▶ _Task details_
Although the records include pictures, print only the rest, exactly as written.

─── Dataset entries ───

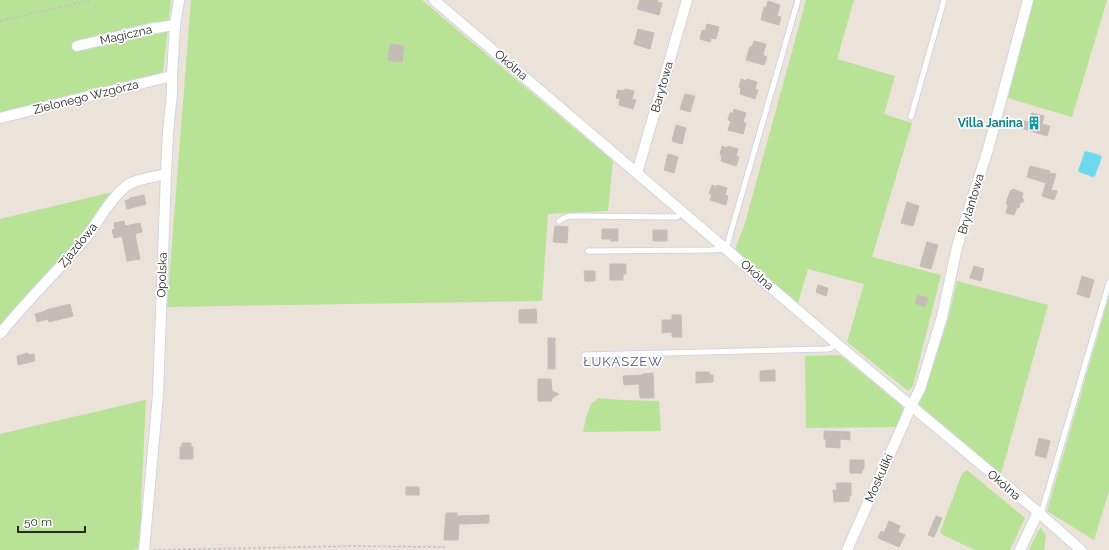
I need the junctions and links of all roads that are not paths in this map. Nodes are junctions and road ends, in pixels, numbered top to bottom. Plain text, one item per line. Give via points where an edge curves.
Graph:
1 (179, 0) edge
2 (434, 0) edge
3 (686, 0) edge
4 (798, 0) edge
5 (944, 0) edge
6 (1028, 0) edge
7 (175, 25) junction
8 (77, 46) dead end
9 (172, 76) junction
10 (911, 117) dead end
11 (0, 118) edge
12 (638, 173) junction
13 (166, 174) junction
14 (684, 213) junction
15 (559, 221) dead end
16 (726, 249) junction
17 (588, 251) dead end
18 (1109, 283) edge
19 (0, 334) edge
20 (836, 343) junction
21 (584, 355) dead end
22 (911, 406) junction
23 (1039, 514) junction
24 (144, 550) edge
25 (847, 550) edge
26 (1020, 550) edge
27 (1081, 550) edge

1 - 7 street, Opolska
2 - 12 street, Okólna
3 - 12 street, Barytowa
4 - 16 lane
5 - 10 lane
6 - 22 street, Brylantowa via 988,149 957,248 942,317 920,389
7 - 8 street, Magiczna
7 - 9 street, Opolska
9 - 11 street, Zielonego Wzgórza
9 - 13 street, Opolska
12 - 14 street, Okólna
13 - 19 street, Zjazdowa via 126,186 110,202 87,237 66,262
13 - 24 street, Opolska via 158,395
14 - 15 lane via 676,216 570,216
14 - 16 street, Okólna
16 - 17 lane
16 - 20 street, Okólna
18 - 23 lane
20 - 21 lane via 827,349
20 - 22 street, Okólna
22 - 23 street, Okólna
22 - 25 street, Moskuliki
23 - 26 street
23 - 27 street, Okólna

───

▶ _Solution for this task_
I need the junctions and links of all roads that are not paths in this map. Nodes are junctions and road ends, in pixels, numbered top to bottom. Plain text, one item per line. Give via points where an edge curves.
Graph:
1 (179, 0) edge
2 (434, 0) edge
3 (686, 0) edge
4 (798, 0) edge
5 (944, 0) edge
6 (1028, 0) edge
7 (175, 25) junction
8 (77, 46) dead end
9 (172, 76) junction
10 (911, 117) dead end
11 (0, 118) edge
12 (638, 173) junction
13 (166, 174) junction
14 (684, 213) junction
15 (559, 221) dead end
16 (726, 249) junction
17 (588, 251) dead end
18 (1109, 283) edge
19 (0, 334) edge
20 (836, 343) junction
21 (584, 355) dead end
22 (911, 406) junction
23 (1039, 514) junction
24 (144, 550) edge
25 (847, 550) edge
26 (1020, 550) edge
27 (1081, 550) edge

1 - 7 street, Opolska
2 - 12 street, Okólna
3 - 12 street, Barytowa
4 - 16 lane
5 - 10 lane
6 - 22 street, Brylantowa via 988,149 957,248 942,317 920,389
7 - 8 street, Magiczna
7 - 9 street, Opolska
9 - 11 street, Zielonego Wzgórza
9 - 13 street, Opolska
12 - 14 street, Okólna
13 - 19 street, Zjazdowa via 126,186 110,202 87,237 66,262
13 - 24 street, Opolska via 158,395
14 - 15 lane via 676,216 570,216
14 - 16 street, Okólna
16 - 17 lane
16 - 20 street, Okólna
18 - 23 lane
20 - 21 lane via 827,349
20 - 22 street, Okólna
22 - 23 street, Okólna
22 - 25 street, Moskuliki
23 - 26 street
23 - 27 street, Okólna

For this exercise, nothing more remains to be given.